Please write every entry out again, exactly as it reads below.

▶ Data supplied:
· · · · ·

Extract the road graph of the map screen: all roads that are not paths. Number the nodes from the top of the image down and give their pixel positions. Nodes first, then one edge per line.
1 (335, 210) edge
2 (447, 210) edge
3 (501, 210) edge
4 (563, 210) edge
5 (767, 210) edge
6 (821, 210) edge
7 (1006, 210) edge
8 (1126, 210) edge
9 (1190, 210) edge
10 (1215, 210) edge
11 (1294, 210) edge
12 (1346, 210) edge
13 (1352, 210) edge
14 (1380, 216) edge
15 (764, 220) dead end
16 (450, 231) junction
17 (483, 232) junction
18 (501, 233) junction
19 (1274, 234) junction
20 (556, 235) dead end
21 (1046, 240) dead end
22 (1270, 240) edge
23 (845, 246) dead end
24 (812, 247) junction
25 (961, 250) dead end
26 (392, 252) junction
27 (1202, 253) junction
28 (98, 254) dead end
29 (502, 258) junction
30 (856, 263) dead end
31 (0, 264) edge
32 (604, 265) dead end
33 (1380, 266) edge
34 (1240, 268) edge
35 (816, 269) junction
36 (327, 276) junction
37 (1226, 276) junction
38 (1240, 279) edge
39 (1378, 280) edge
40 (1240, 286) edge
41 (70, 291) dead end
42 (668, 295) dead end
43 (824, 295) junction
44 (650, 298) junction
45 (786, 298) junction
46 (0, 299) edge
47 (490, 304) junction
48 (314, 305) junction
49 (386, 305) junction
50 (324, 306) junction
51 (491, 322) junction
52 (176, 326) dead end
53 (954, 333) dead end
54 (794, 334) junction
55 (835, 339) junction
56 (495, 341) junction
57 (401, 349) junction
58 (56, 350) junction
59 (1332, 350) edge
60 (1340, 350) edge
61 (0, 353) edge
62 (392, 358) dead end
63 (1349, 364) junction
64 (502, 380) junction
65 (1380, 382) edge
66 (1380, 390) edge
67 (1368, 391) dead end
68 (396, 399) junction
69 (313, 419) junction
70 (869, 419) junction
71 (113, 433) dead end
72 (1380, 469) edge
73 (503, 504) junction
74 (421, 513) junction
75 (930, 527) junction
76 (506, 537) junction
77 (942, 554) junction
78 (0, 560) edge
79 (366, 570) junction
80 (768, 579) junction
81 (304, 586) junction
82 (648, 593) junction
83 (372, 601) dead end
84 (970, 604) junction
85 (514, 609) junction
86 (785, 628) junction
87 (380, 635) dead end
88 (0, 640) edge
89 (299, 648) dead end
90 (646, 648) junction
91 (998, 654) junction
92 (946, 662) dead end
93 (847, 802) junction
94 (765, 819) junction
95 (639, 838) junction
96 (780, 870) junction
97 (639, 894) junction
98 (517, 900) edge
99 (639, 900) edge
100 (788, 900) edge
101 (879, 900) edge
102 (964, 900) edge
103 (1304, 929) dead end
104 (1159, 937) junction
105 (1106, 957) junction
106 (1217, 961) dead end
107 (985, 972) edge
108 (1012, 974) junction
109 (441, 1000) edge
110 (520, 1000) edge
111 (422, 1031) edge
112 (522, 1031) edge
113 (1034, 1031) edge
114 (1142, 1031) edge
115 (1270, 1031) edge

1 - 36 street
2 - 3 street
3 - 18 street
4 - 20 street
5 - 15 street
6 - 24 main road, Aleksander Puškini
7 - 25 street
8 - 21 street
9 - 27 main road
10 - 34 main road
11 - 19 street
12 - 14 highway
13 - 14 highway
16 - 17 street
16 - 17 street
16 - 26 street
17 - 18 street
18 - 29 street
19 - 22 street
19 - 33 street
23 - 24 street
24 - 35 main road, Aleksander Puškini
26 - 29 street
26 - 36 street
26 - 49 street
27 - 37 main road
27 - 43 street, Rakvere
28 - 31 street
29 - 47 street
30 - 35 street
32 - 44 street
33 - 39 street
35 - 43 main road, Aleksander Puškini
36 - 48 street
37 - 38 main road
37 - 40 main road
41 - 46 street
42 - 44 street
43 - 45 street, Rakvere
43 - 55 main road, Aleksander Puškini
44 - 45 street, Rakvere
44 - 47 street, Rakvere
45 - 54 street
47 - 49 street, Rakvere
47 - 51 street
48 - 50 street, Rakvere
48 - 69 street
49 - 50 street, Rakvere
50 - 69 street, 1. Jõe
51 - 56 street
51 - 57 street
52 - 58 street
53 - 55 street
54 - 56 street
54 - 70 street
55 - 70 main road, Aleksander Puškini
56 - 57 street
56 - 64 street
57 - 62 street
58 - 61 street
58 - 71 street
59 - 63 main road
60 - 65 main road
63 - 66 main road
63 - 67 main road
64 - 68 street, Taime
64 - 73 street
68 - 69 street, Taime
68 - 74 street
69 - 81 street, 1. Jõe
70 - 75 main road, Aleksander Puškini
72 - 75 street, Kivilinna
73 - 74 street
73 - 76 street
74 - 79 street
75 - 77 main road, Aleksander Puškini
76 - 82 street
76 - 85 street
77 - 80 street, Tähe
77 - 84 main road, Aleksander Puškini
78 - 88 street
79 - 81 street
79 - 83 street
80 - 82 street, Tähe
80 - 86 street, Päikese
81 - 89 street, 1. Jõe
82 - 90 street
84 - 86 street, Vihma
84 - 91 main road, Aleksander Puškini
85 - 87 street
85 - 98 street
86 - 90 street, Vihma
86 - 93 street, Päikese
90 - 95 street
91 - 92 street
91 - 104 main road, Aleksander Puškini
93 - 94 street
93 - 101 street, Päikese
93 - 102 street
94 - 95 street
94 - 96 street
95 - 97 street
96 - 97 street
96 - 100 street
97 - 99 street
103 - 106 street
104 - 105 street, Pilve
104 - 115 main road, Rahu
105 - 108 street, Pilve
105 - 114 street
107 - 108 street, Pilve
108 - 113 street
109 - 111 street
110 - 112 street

· · · · ·

▶ Written solution:
Extract the road graph of the map screen: all roads that are not paths. Number the nodes from the top of the image down and give their pixel positions. Nodes first, then one edge per line.
1 (335, 210) edge
2 (447, 210) edge
3 (501, 210) edge
4 (563, 210) edge
5 (767, 210) edge
6 (821, 210) edge
7 (1006, 210) edge
8 (1126, 210) edge
9 (1190, 210) edge
10 (1215, 210) edge
11 (1294, 210) edge
12 (1346, 210) edge
13 (1352, 210) edge
14 (1380, 216) edge
15 (764, 220) dead end
16 (450, 231) junction
17 (483, 232) junction
18 (501, 233) junction
19 (1274, 234) junction
20 (556, 235) dead end
21 (1046, 240) dead end
22 (1270, 240) edge
23 (845, 246) dead end
24 (812, 247) junction
25 (961, 250) dead end
26 (392, 252) junction
27 (1202, 253) junction
28 (98, 254) dead end
29 (502, 258) junction
30 (856, 263) dead end
31 (0, 264) edge
32 (604, 265) dead end
33 (1380, 266) edge
34 (1240, 268) edge
35 (816, 269) junction
36 (327, 276) junction
37 (1226, 276) junction
38 (1240, 279) edge
39 (1378, 280) edge
40 (1240, 286) edge
41 (70, 291) dead end
42 (668, 295) dead end
43 (824, 295) junction
44 (650, 298) junction
45 (786, 298) junction
46 (0, 299) edge
47 (490, 304) junction
48 (314, 305) junction
49 (386, 305) junction
50 (324, 306) junction
51 (491, 322) junction
52 (176, 326) dead end
53 (954, 333) dead end
54 (794, 334) junction
55 (835, 339) junction
56 (495, 341) junction
57 (401, 349) junction
58 (56, 350) junction
59 (1332, 350) edge
60 (1340, 350) edge
61 (0, 353) edge
62 (392, 358) dead end
63 (1349, 364) junction
64 (502, 380) junction
65 (1380, 382) edge
66 (1380, 390) edge
67 (1368, 391) dead end
68 (396, 399) junction
69 (313, 419) junction
70 (869, 419) junction
71 (113, 433) dead end
72 (1380, 469) edge
73 (503, 504) junction
74 (421, 513) junction
75 (930, 527) junction
76 (506, 537) junction
77 (942, 554) junction
78 (0, 560) edge
79 (366, 570) junction
80 (768, 579) junction
81 (304, 586) junction
82 (648, 593) junction
83 (372, 601) dead end
84 (970, 604) junction
85 (514, 609) junction
86 (785, 628) junction
87 (380, 635) dead end
88 (0, 640) edge
89 (299, 648) dead end
90 (646, 648) junction
91 (998, 654) junction
92 (946, 662) dead end
93 (847, 802) junction
94 (765, 819) junction
95 (639, 838) junction
96 (780, 870) junction
97 (639, 894) junction
98 (517, 900) edge
99 (639, 900) edge
100 (788, 900) edge
101 (879, 900) edge
102 (964, 900) edge
103 (1304, 929) dead end
104 (1159, 937) junction
105 (1106, 957) junction
106 (1217, 961) dead end
107 (985, 972) edge
108 (1012, 974) junction
109 (441, 1000) edge
110 (520, 1000) edge
111 (422, 1031) edge
112 (522, 1031) edge
113 (1034, 1031) edge
114 (1142, 1031) edge
115 (1270, 1031) edge

1 - 36 street
2 - 3 street
3 - 18 street
4 - 20 street
5 - 15 street
6 - 24 main road, Aleksander Puškini
7 - 25 street
8 - 21 street
9 - 27 main road
10 - 34 main road
11 - 19 street
12 - 14 highway
13 - 14 highway
16 - 17 street
16 - 17 street
16 - 26 street
17 - 18 street
18 - 29 street
19 - 22 street
19 - 33 street
23 - 24 street
24 - 35 main road, Aleksander Puškini
26 - 29 street
26 - 36 street
26 - 49 street
27 - 37 main road
27 - 43 street, Rakvere
28 - 31 street
29 - 47 street
30 - 35 street
32 - 44 street
33 - 39 street
35 - 43 main road, Aleksander Puškini
36 - 48 street
37 - 38 main road
37 - 40 main road
41 - 46 street
42 - 44 street
43 - 45 street, Rakvere
43 - 55 main road, Aleksander Puškini
44 - 45 street, Rakvere
44 - 47 street, Rakvere
45 - 54 street
47 - 49 street, Rakvere
47 - 51 street
48 - 50 street, Rakvere
48 - 69 street
49 - 50 street, Rakvere
50 - 69 street, 1. Jõe
51 - 56 street
51 - 57 street
52 - 58 street
53 - 55 street
54 - 56 street
54 - 70 street
55 - 70 main road, Aleksander Puškini
56 - 57 street
56 - 64 street
57 - 62 street
58 - 61 street
58 - 71 street
59 - 63 main road
60 - 65 main road
63 - 66 main road
63 - 67 main road
64 - 68 street, Taime
64 - 73 street
68 - 69 street, Taime
68 - 74 street
69 - 81 street, 1. Jõe
70 - 75 main road, Aleksander Puškini
72 - 75 street, Kivilinna
73 - 74 street
73 - 76 street
74 - 79 street
75 - 77 main road, Aleksander Puškini
76 - 82 street
76 - 85 street
77 - 80 street, Tähe
77 - 84 main road, Aleksander Puškini
78 - 88 street
79 - 81 street
79 - 83 street
80 - 82 street, Tähe
80 - 86 street, Päikese
81 - 89 street, 1. Jõe
82 - 90 street
84 - 86 street, Vihma
84 - 91 main road, Aleksander Puškini
85 - 87 street
85 - 98 street
86 - 90 street, Vihma
86 - 93 street, Päikese
90 - 95 street
91 - 92 street
91 - 104 main road, Aleksander Puškini
93 - 94 street
93 - 101 street, Päikese
93 - 102 street
94 - 95 street
94 - 96 street
95 - 97 street
96 - 97 street
96 - 100 street
97 - 99 street
103 - 106 street
104 - 105 street, Pilve
104 - 115 main road, Rahu
105 - 108 street, Pilve
105 - 114 street
107 - 108 street, Pilve
108 - 113 street
109 - 111 street
110 - 112 street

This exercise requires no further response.